En 1918, après plus de quatre années de guerre, le pays est exsangue. Aux lourdes pertes du front s'ajoutent les privations de l'arrière. Tout le pays souffre. La presse locale de l'époque reflète une vraie préoccupation : nourrir bêtes et gens.

Économisons la paille

Très insuffisante, cette année-là, la récolte des fourrages dans toute la France ! Or l'armée compte beaucoup de chevaux. Et ses besoins - "absolument irréductibles" - sont augmentés de 50 %. Les civils doivent donc économiser, au maximum, le foin. Et le remplacer par la paille. Pour cela, plus question de l'utiliser pour la litière du bétail. Pourtant chacun sait que les meilleurs fumiers sont faits avec de la paille.

L'intendance militaire recommande d'employer des produits de substitution : fougères, bruyères, paille de fond de meules, joncs, roseaux, fanes de topinambours, feuilles sèches et même sciure de bois…
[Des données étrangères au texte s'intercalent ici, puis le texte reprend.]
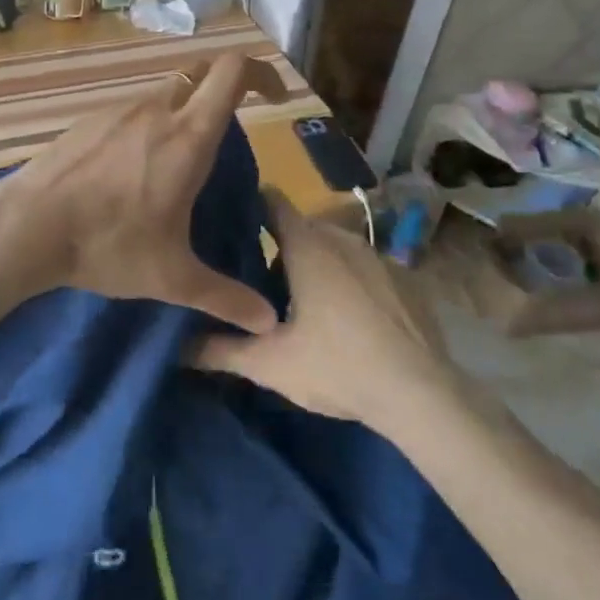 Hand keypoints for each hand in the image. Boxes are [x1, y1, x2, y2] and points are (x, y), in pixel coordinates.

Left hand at [0, 53, 278, 333]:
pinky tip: (132, 170)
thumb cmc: (108, 245)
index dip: (261, 73)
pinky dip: (146, 126)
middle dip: (224, 89)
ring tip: (180, 160)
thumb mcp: (172, 277)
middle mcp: (154, 110)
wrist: (27, 226)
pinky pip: (130, 111)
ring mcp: (116, 111)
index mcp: (187, 136)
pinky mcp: (86, 121)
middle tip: (232, 127)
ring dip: (182, 111)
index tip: (275, 97)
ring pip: (163, 93)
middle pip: (200, 74)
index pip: (232, 73)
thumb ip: (224, 296)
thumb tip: (268, 322)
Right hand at [189, 191, 460, 428]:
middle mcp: (343, 239)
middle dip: (279, 247)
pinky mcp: (406, 281)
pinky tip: (347, 320)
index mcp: (308, 246)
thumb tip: (177, 347)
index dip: (249, 205)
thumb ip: (219, 349)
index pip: (272, 203)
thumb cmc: (338, 365)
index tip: (230, 218)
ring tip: (300, 302)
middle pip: (302, 229)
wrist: (422, 396)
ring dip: (316, 265)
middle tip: (257, 279)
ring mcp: (379, 258)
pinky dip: (349, 281)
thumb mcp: (269, 363)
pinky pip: (364, 268)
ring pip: (334, 248) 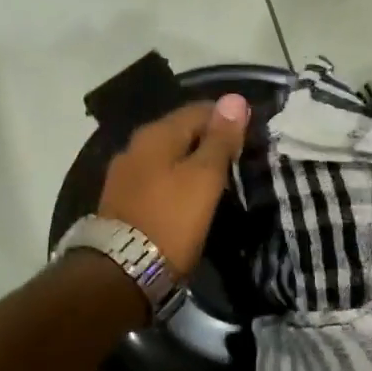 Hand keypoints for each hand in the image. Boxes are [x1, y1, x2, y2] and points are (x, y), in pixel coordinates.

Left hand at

Quant aux balles de céréales il s'agit d'une excellente alimentation pour les bovins. Encore faut-il les mélanger à des betteraves ou topinambours hachés et laisser le tout fermenter une journée.

Huile de noyaux de fruits

Pour des denrées telles que l'huile la pénurie est extrême. L'Intendance militaire organise la fabrication d'huiles avec des noyaux de fruits. Il faut tirer partie de toutes les ressources du pays. Bien sûr, ce n'est pas simple, car elles sont "insignifiantes parce que très disséminées".

Elle invite les habitants à garder les noyaux des fruits consommés. Leur collecte revient aux instituteurs. Ils les livrent aux commissions du ravitaillement pour rejoindre l'intendance militaire de Saint-Etienne. L'Intendant, paie comptant, tous fruits confondus, au cours du jour. Évidemment à un prix minime. La même recommandation est faite aux fabricants de confitures et de compotes pour que rien ne soit perdu.
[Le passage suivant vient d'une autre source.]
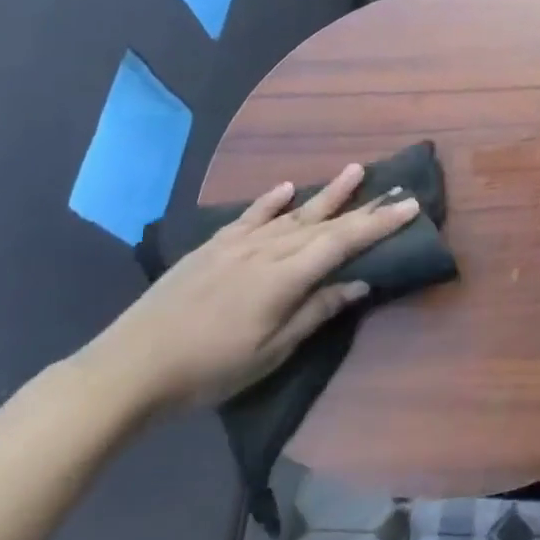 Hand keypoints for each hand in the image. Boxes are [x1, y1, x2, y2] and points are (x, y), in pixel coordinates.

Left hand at [76, 166, 420, 414]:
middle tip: (396, 188)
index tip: (410, 205)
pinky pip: (251, 215)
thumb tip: (360, 282)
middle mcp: (266, 249)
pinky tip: (288, 187)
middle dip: (365, 206)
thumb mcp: (271, 351)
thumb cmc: (209, 369)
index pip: (343, 242)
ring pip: (293, 212)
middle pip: (325, 222)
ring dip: (328, 193)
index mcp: (284, 277)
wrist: (129, 368)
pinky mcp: (212, 247)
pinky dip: (272, 200)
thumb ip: (316, 311)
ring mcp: (237, 244)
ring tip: (356, 170)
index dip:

De la confiture sans sucre

Le Montbrisonnais nous donne une recette pour obtenir une bonne confiture sans sucre :
"Pendant que les mûres mijotent sur le fourneau, on cuit, à l'eau, une betterave à collet violet pour deux kilos environ de fruits. Lorsque cette betterave atteint environ les deux tiers de sa cuisson, on la retire, on l'épluche, on la coupe en quatre et on la couche sur les confitures, le tout doit être ensuite laissé sur feu doux - afin d'éviter l'ébullition - pendant quatre ou cinq heures au moins".

Ces confitures, "admirablement sucrées", paraît-il, se conserveront aussi longtemps que celles confectionnées selon les procédés ordinaires.

Tout vient de la haie et du potager. Voilà une recette qui plaira sans doute aux écologistes. Elle serait amusante si elle ne rappelait un peu trop les souffrances d'une époque difficile.

Joseph Barou

Sources : Le Journal de Montbrison (22 juin 1918) ; Le Montbrisonnais, (17 août et 7 sept. 1918).